The House HHS appropriations committee on Wednesday passed amendments to its $177 billion health funding bill to soften and chip away at the Trump administration's rescinded family separation policy and the continued fallout.
The committee approved an amendment introduced by health subcommittee Chair Rep. Tom Cole (R-Okla.) to keep families awaiting adjudication in the courts together under Department of Homeland Security jurisdiction.
A similar proposal by Sen. Thom Tillis (R-N.C.) is circulating in the upper chamber, although according to Tillis the question of who should have jurisdiction over the detained families—DHS or HHS—hasn't been fully worked out. The Tillis bill would also beef up the courts to expedite asylum cases and the other petitions. No Democrats in the Senate have signed onto the measure.
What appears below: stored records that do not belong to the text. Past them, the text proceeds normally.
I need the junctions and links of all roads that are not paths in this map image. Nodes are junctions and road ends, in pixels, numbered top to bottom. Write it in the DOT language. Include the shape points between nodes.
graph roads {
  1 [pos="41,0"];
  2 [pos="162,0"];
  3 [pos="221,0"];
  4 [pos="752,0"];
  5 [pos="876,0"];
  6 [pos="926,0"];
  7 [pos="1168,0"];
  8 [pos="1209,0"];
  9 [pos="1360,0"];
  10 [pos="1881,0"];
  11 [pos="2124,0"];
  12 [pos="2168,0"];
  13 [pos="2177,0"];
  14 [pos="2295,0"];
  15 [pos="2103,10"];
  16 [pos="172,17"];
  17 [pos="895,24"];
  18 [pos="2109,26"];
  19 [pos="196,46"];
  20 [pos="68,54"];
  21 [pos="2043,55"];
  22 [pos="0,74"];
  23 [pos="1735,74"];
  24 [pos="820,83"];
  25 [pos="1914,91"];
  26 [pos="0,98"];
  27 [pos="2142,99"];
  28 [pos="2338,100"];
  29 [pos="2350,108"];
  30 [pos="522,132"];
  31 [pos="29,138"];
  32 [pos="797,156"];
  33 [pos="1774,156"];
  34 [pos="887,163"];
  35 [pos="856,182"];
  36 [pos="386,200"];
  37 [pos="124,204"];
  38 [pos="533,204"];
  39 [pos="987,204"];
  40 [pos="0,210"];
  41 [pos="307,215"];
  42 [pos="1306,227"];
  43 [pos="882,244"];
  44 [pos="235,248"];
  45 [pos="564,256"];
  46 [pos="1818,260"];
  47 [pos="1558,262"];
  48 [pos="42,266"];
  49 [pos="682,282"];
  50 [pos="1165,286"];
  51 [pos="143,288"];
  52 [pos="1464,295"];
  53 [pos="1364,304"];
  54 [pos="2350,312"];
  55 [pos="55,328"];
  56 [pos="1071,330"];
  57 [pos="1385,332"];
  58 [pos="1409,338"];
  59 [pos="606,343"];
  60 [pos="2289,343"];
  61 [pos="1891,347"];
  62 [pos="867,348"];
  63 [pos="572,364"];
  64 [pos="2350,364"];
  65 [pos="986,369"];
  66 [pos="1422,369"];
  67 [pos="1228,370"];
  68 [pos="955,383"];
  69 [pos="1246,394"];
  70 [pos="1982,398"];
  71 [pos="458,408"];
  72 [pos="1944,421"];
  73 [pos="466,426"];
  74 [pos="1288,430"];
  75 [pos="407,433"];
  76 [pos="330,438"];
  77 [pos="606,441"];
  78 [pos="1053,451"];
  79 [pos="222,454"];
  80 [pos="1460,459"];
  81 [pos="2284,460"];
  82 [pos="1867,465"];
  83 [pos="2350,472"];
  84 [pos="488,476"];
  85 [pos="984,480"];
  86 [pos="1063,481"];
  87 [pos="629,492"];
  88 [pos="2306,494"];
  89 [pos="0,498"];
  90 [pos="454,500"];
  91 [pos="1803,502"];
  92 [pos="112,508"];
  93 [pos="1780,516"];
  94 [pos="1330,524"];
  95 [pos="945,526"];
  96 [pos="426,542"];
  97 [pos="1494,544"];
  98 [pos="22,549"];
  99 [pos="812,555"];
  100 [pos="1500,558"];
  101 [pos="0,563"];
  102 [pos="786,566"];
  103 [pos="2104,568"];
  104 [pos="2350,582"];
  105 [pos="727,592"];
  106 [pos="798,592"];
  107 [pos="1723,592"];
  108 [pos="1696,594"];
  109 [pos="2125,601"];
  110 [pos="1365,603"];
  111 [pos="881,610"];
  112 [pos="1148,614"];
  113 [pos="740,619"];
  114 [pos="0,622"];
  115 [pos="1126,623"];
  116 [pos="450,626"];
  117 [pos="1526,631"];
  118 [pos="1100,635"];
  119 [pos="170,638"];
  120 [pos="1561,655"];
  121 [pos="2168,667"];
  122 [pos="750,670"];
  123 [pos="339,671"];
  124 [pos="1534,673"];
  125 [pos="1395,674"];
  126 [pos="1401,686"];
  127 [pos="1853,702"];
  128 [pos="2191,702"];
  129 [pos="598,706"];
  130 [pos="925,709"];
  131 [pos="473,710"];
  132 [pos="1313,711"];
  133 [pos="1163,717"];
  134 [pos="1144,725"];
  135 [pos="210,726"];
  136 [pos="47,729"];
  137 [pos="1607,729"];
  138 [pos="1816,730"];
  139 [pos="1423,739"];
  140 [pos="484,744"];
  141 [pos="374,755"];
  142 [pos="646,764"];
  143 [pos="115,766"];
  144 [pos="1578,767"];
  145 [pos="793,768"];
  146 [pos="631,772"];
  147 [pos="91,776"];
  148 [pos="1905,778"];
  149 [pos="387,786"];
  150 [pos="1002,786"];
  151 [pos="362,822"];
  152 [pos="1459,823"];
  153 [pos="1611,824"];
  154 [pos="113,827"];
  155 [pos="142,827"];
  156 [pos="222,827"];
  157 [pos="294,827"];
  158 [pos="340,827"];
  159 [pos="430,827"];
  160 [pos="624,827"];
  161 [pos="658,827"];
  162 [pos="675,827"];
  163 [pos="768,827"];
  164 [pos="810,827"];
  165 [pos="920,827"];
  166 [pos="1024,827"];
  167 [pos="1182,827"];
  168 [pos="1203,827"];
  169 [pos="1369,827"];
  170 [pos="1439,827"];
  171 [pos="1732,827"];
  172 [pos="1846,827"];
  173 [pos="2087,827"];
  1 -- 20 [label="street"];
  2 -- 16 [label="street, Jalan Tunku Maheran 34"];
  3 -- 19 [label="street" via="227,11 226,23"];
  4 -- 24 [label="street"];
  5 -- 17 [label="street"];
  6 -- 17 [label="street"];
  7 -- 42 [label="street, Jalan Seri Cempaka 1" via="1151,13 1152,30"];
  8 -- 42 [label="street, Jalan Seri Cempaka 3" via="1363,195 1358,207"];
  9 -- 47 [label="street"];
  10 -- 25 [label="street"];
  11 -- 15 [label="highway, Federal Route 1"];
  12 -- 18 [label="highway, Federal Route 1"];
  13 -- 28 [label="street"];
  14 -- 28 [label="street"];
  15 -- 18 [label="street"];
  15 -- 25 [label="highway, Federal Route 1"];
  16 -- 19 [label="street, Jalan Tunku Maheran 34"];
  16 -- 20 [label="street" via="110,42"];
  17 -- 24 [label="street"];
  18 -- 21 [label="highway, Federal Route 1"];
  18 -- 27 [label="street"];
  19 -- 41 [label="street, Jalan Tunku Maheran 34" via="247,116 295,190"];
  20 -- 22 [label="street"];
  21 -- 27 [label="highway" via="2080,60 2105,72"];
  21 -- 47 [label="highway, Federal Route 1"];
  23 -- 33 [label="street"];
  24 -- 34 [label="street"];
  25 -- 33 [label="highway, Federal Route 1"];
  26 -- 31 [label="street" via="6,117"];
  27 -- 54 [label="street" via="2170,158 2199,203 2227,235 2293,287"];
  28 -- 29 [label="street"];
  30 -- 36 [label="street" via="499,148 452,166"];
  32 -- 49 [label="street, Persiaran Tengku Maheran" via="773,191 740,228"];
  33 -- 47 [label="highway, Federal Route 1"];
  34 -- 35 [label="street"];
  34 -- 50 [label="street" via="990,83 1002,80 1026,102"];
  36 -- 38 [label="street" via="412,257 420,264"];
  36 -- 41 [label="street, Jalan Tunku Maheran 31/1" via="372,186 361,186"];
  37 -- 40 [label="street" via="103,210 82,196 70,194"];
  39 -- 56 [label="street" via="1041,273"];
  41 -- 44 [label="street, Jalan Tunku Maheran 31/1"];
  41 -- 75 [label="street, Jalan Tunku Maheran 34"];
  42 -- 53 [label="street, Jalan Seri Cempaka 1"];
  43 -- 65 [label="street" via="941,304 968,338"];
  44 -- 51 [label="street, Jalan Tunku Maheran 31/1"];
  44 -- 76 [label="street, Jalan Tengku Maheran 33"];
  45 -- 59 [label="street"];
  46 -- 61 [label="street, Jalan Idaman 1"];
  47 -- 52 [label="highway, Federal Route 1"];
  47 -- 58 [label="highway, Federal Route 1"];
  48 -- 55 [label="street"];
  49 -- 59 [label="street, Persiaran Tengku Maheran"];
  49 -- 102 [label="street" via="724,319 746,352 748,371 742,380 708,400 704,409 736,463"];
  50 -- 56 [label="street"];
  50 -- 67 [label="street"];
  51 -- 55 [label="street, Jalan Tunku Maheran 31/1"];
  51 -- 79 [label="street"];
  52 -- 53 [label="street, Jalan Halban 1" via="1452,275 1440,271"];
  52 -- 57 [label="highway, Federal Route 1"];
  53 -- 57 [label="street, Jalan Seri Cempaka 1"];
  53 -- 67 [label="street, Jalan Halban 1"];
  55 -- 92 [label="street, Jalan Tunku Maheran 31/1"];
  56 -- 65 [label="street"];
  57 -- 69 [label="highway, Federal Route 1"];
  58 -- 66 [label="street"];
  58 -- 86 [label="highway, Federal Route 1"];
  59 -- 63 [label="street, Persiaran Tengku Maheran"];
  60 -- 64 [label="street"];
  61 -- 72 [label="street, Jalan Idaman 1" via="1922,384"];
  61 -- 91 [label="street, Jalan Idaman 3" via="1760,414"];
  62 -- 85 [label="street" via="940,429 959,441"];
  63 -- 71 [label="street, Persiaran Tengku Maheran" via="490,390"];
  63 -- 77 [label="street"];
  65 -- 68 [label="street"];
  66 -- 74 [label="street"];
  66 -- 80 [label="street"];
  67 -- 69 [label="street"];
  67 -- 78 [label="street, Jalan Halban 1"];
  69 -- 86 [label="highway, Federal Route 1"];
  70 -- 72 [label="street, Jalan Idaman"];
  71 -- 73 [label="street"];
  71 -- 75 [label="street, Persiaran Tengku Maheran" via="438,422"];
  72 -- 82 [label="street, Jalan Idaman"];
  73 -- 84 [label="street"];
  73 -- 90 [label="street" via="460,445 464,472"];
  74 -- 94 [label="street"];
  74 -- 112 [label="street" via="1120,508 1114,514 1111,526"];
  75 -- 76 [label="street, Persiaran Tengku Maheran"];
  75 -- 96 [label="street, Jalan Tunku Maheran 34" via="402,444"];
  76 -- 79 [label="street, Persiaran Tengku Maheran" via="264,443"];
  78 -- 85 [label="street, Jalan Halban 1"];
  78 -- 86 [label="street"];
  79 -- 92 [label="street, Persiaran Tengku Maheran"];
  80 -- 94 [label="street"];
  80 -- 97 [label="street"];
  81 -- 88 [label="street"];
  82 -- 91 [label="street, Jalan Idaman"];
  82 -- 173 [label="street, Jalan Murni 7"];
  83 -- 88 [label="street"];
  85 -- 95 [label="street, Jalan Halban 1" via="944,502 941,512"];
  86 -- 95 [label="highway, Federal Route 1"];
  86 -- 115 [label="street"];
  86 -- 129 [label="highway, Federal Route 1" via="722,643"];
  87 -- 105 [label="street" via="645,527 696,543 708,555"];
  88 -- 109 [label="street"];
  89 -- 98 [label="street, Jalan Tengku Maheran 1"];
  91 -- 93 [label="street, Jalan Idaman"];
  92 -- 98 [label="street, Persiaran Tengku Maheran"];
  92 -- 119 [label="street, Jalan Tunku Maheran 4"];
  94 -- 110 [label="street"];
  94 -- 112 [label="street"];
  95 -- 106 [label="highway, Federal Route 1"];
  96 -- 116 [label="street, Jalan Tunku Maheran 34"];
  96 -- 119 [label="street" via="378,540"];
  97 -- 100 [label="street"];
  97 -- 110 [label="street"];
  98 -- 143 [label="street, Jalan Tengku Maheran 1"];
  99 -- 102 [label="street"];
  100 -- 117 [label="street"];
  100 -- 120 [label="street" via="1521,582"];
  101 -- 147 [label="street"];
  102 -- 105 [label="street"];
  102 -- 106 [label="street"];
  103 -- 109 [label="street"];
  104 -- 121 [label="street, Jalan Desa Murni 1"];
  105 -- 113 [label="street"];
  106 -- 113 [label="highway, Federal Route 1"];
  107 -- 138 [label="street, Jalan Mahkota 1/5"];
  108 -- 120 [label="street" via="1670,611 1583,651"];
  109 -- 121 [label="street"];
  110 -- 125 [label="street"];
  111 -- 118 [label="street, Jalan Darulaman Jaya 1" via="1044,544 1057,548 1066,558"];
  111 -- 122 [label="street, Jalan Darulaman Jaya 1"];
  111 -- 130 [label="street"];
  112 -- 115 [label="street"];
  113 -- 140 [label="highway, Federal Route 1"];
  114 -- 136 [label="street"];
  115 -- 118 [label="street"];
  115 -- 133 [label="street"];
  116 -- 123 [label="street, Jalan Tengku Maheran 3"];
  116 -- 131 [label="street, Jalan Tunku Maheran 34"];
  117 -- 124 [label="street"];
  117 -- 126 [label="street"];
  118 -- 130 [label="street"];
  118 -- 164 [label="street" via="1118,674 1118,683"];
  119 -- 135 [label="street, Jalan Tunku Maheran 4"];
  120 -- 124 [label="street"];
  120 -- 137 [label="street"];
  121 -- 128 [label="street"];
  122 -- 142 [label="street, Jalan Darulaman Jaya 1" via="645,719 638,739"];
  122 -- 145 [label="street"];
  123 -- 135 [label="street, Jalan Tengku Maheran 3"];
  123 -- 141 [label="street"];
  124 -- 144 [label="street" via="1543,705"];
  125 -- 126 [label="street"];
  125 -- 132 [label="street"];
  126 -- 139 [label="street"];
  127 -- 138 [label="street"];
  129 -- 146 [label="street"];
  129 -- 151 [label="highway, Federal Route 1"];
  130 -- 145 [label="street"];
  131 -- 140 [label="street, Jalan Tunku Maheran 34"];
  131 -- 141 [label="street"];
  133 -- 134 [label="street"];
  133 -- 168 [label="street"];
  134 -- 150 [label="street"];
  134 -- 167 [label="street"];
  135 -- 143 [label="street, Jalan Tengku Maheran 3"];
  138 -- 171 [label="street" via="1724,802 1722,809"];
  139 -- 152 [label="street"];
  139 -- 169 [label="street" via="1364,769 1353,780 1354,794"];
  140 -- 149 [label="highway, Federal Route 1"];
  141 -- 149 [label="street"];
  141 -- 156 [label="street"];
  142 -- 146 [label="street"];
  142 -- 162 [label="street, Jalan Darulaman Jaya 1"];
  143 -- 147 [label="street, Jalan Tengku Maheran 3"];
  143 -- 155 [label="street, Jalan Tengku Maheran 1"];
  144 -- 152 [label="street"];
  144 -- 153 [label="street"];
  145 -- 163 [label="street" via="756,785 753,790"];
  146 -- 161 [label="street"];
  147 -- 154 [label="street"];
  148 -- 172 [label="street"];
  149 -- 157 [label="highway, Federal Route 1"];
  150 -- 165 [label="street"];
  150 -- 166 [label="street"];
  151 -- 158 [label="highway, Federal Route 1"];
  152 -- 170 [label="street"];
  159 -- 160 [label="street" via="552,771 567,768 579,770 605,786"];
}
House Democrats led by health subcommittee ranking Democrat Rosa DeLauro of Connecticut blasted Cole's amendment as tantamount to keeping entire families in cages indefinitely. DeLauro and her colleagues on the panel urged Republicans to use GPS tracking devices instead and release the families detained at the border. They framed the option as a less expensive alternative to the hefty price tags associated with the contracted facilities that currently house migrants.
Cole acknowledged the troubling nature of the issue, citing the Obama administration's similar troubles during the 2014 and 2016 spikes in the number of unaccompanied minors that HHS found itself struggling to care for. He tried to temper the debate by emphasizing that his amendment only focused on families waiting adjudication.
The Trump administration hung its justification for the family separations on the 1997 Flores settlement, which bans long-term imprisonment of migrant children and sets standards for their care. Ultimately Flores created HHS' role in caring for unaccompanied migrant kids.
HHS had $1.3 billion earmarked in 2018 for housing unaccompanied minors.
Yet two additional Democratic amendments aimed at improving HHS' processes for the migrant families in question passed unanimously: one that orders HHS to release its plan and processes in place for reuniting the families already split, and the other to keep siblings under HHS custody together.
On Tuesday, HHS missed its court-ordered deadline to reunite all the kids under age 5 who had been taken from their parents at the border. According to officials in a media briefing, four children had already been reunified with family before the deadline, and on Tuesday 50 more were scheduled to be reunified with their parents who are in Immigration and Customs Enforcement detention. An additional child was waiting for a parent's criminal background check to clear.
Of the 20 kids deemed eligible for reunification but seeing a delay, 12 had parents who were already deported and eight had parents still undergoing screenings. An additional 27 children can't be reunified yet because they or their families haven't passed the department's screening, officials said. Some had parents with serious criminal history discovered during background checks, including child cruelty, human smuggling, a murder warrant or robbery. Some had entered with adults who are not their parents. Two parents were deemed unfit because of child abuse or because one adult was living with someone with a history of sexual abuse of a child. And still others had parents in criminal custody still awaiting clearance.